第二百十七話 王立学園の事情と、クリスティーナの天啓
うがーっと吠えるクリスティーナ。そんなクリスティーナに少しだけため息を吐きつつ、ルディは口を開く。
「……それはまあ、うん。でもね、クリス? 色々あるんだよ、これには」
この肝試し大会は学園の伝統である。過去に、婚約破棄した貴族同士がペアになって、男性側が『男』を見せた事で再度婚約、幸せな結婚を果たしたみたいな伝承が残る程度には伝統的な行事であり、入学間もない一年生が行うのも、クレアの様に辺境に住んでいた学生に、学園に慣れて貰うのプラス、素敵な男性を見つけて貰いたいという意図もある。学園は学び舎であると同時に、国を挙げての婚活会場だったりするのだ。トレ〇ン学園とは違うのだ、トレ〇ン学園とは。王立学園は婚活会場やで。
「なんですか、色々って!!」
「いや……ほら? 此処って主に貴族令息、令嬢が通うじゃない? あんまりガチで脅かし過ぎて、びっくりして転んで怪我したとかなったら……困るから」
ついっと視線を逸らしつつ、そういうルディ。そんなルディに、クリスティーナは急速湯沸し器並みのスピードで沸点を向かえる。
「なんですか、その過保護っぷり!? 仮にも貴族の子供として生まれた以上、誰からも尊敬される人間でなくてはいけないでしょう!? それを『びっくりした転んだ。責任取れ!』って、貴族の資質なしじゃないですか!?」
「……うん、まあ。それはその通りだと思うけど……皆、職もあることだからさ? 良い事とは思わないけど……」
王立学園の問題点の一つである。王立学園の教職に就く人間と言うのは、自身も王立学園を卒業した優秀な生徒がそのまま学園に残る、というパターンが多い。なので彼ら、学術的には優秀であるが……爵位自体は高くないし、中には平民の教師もいるのだ。

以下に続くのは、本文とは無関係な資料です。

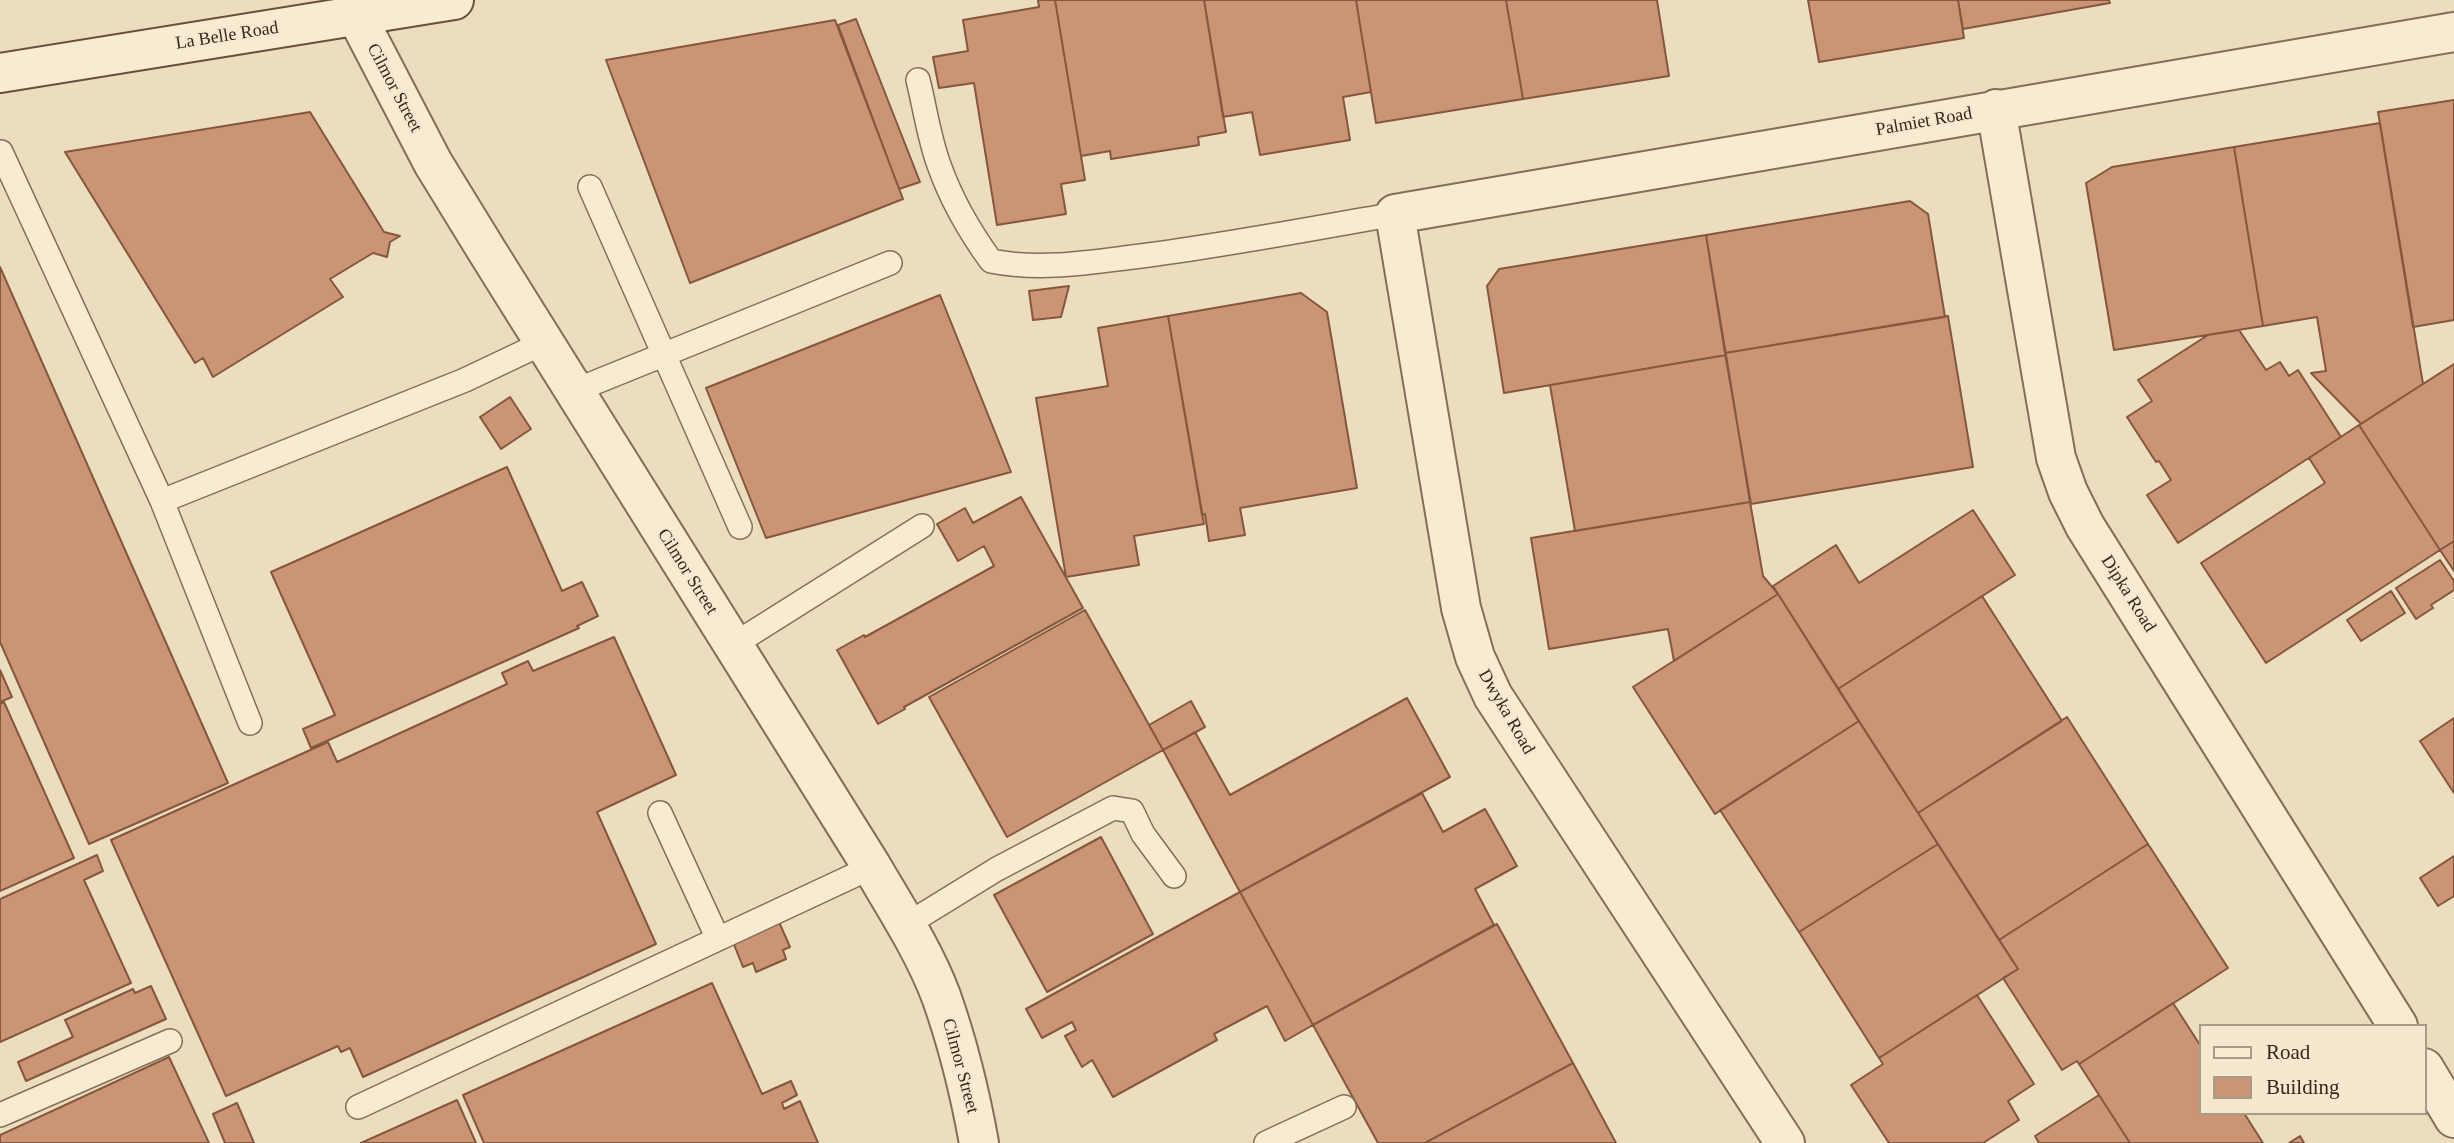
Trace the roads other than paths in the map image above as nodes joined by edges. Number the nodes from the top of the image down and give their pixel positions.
1 (454, 0) edge
2 (357, 17) junction
3 (2454, 32) edge
4 (0, 73) edge
5 (918, 79) dead end
6 (1996, 109) junction
7 (1, 152) edge
8 (590, 187) dead end
9 (1395, 214) junction
10 (890, 263) dead end
11 (543, 343) junction
12 (664, 353) junction
13 (574, 391) junction
14 (162, 500) junction
15 (922, 526) dead end
16 (740, 527) dead end
17 (733, 645) junction
18 (250, 723) dead end
19 (660, 814) dead end
20 (872, 867) junction
21 (1174, 876) dead end
22 (906, 925) junction
23 (718, 939) junction
24 (2397, 1024) edge
25 (170, 1041) dead end
26 (2426, 1071) edge
27 (358, 1107) dead end
28 (1344, 1107) dead end
29 (0, 1115) edge
30 (2454, 1118) edge
31 (979, 1143) edge
32 (1266, 1143) edge
33 (1785, 1143) edge

1 - 2 street, La Belle Road
2 - 4 street, La Belle Road
2 - 11 street, Cilmor Street
3 - 6 street, Palmiet Road
5 - 9 lane
6 - 9 street, Palmiet Road
6 - 24 street, Dipka Road
7 - 14 lane
8 - 12 lane
9 - 33 street, Dwyka Road
10 - 12 lane
11 - 13 street, Cilmor Street
11 - 14 lane
12 - 13 lane
12 - 16 lane
13 - 17 street, Cilmor Street
14 - 18 lane
15 - 17 lane
17 - 20 street, Cilmor Street
19 - 23 lane
20 - 22 street, Cilmor Street
20 - 23 lane
21 - 22 lane
22 - 31 street, Cilmor Street
23 - 27 lane
25 - 29 lane
26 - 30 street
28 - 32 lane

まあ、考えてみれば当たり前の話だ。高位貴族の長男は普通に爵位を継ぐし、次男、三男でも高位なら生きようはなんとでもなる。王立学園の教師陣は優秀であることは間違いないが、それは裏を返せば『学術を頑張る事でしか身を立てる事が出来なかった、貴族社会の味噌っかす』という意味合いも持つのである。自身の生まれた家よりも数段上の貴族令息、令嬢にはある程度遠慮もあるのだ。

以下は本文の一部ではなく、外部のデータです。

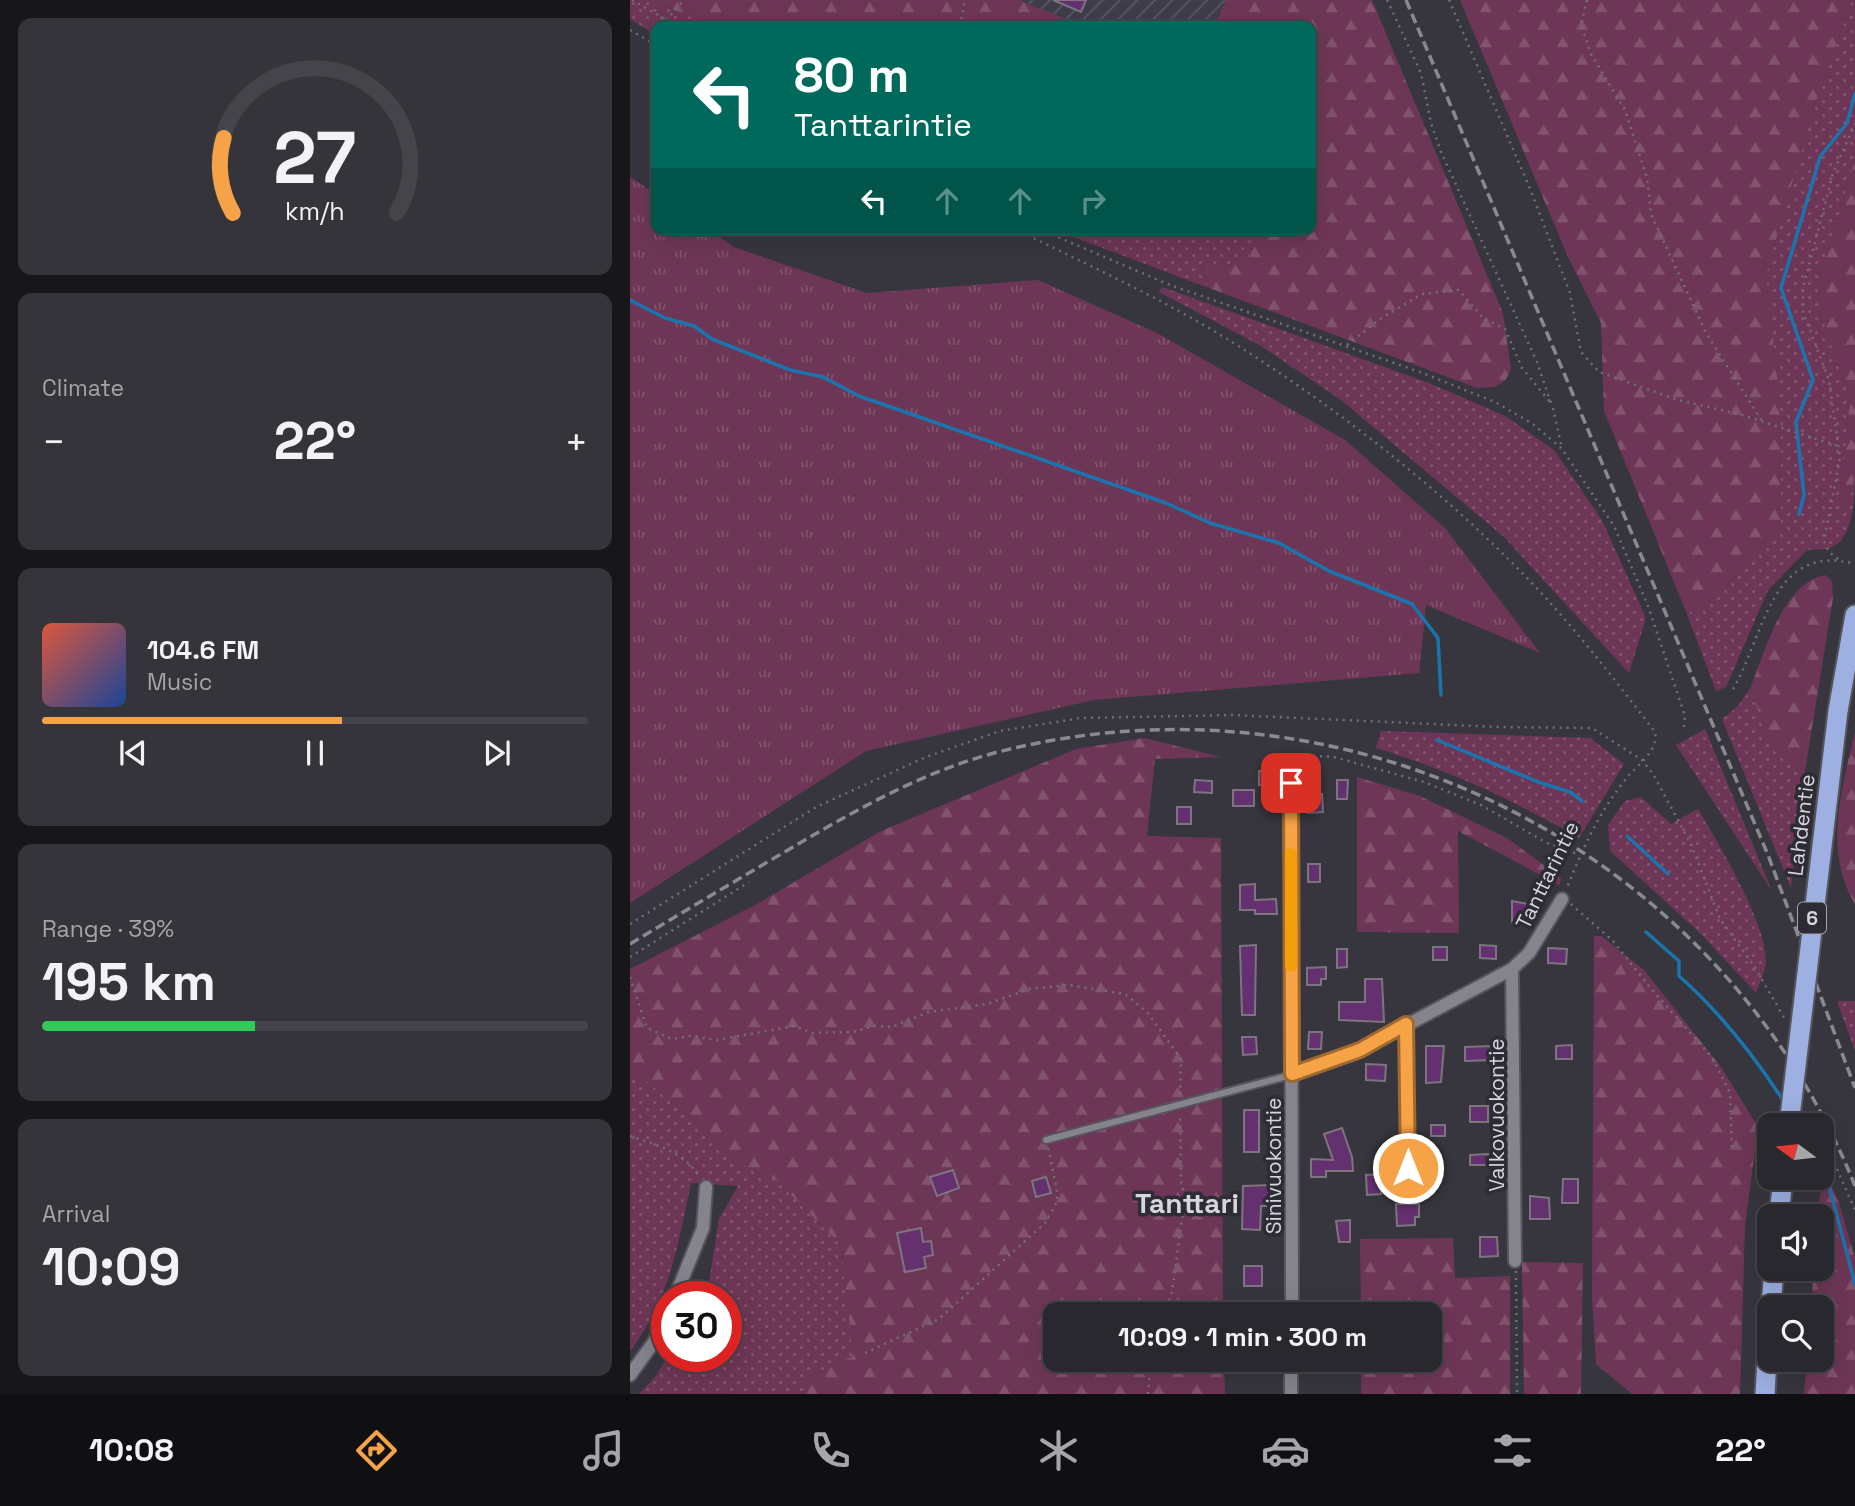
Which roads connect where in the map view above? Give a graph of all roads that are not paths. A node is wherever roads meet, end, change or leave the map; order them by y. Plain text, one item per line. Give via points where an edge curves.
1 (1855, 615) edge
2 (1291, 765) road end
3 (1562, 899) road end
4 (1512, 970) junction
5 (1406, 1024) junction
6 (1292, 1074) junction
7 (1790, 1113) edge
8 (1046, 1140) road end
9 (1408, 1168) dead end
10 (706, 1187) road end
11 (1515, 1261) road end
12 (681, 1281) edge
13 (1292, 1302) edge
14 (651, 1346) edge
15 (1291, 1372) edge
16 (1766, 1372) edge
17 (630, 1375) edge
18 (1291, 1394) edge
19 (1765, 1394) edge

1 - 7 highway, Lahdentie / 6, bridge via 1838,711
2 - 6 street, Sinivuokontie
3 - 4 street, Tanttarintie via 1529,953
4 - 5 street, Tanttarintie
4 - 11 street, Valkovuokontie
5 - 6 street, Tanttarintie via 1360,1050
5 - 9 street
6 - 8 lane, Tanttarintie
6 - 13 street, Sinivuokontie
10 - 12 street via 703,1227
14 - 17 street
15 - 18 street
16 - 19 highway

「なんですか、それは!! それで真っ当な教育と云えますか!!」
「まあ、授業自体は質が高いよ。でも……こういう『イベント』は、また別じゃない? 教師陣としても、『こんな事』で学園の――じゃないか。高位貴族に睨まれるのはイヤなんだよ」
私、納得いってません! の表情を見せるクリスティーナに苦笑を一つ、ルディはクリスティーナの背中をそっと押す。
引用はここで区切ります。